Can you tell us about the central philosophy of the Budget principles?
The Budget has to be linked to the present context. What does the economy need? We are strong on three grounds: public investment, a lot of FDI, and — but for the demonetisation period — increased consumer spending. And now, our strength is the sowing is good, so the yields will be better.
Also Read
The first area that deserves spending was agriculture. So, I spent on on irrigation, rural roads, and housing; also farm sector insurance.
The second area was social sector. The third, infrastructure: We allotted Rs 3.9 lakh crore, of which Rs 2.5 lakh crore would be spent on transportation. For the railways, I am providing support of Rs 55,000 crore. This puts a question on the railways.
Highways, ports, telecom connectivity, smart cities, rural roads — these are all emerging success stories. So I had to build on these.

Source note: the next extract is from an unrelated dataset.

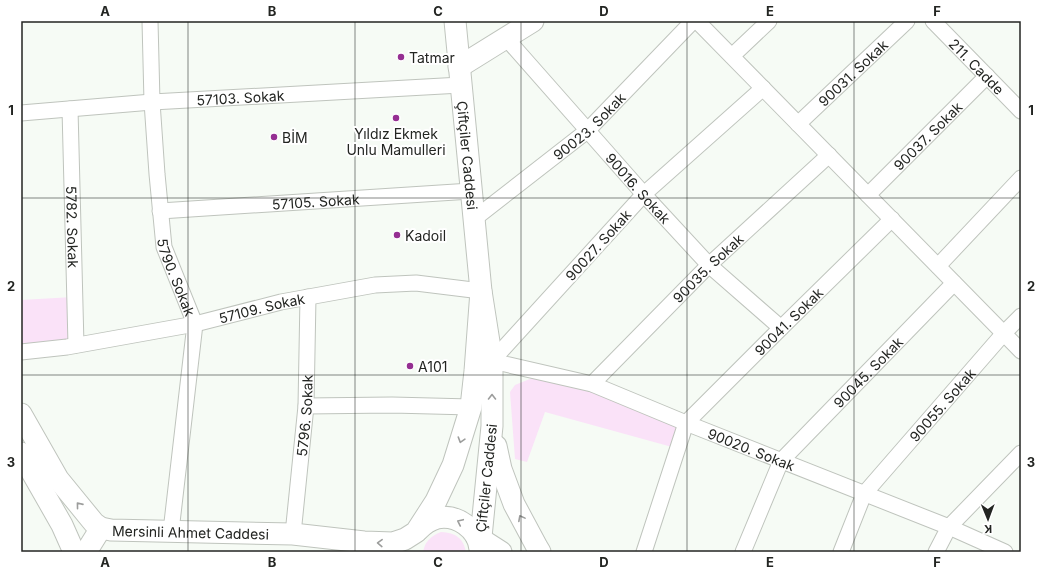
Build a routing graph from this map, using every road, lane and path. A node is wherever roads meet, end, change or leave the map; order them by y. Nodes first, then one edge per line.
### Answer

The second thing on my mind was what does the economy need? For the first time in a Budget, I have provided the honest data that we are a non-tax-paying nation. The burden of taxation is on the honest taxpayer, who has to pay his share and that of the evader. So, I have to provide him some relief even as I go hard on the evader.
There are multiple purposes for giving relief to the small taxpayer. There will be more money in his hand. The inflation index has added to his costs. Also, I want to make paying taxes attractive for the evader.
Now, many pay five per cent tax, claiming all these deductions. They can enter the tax net, no scrutiny. I want to expand this base.
After demonetisation, I want to help the MSME (micro, small and medium enterprises) sector. I had a promise to keep.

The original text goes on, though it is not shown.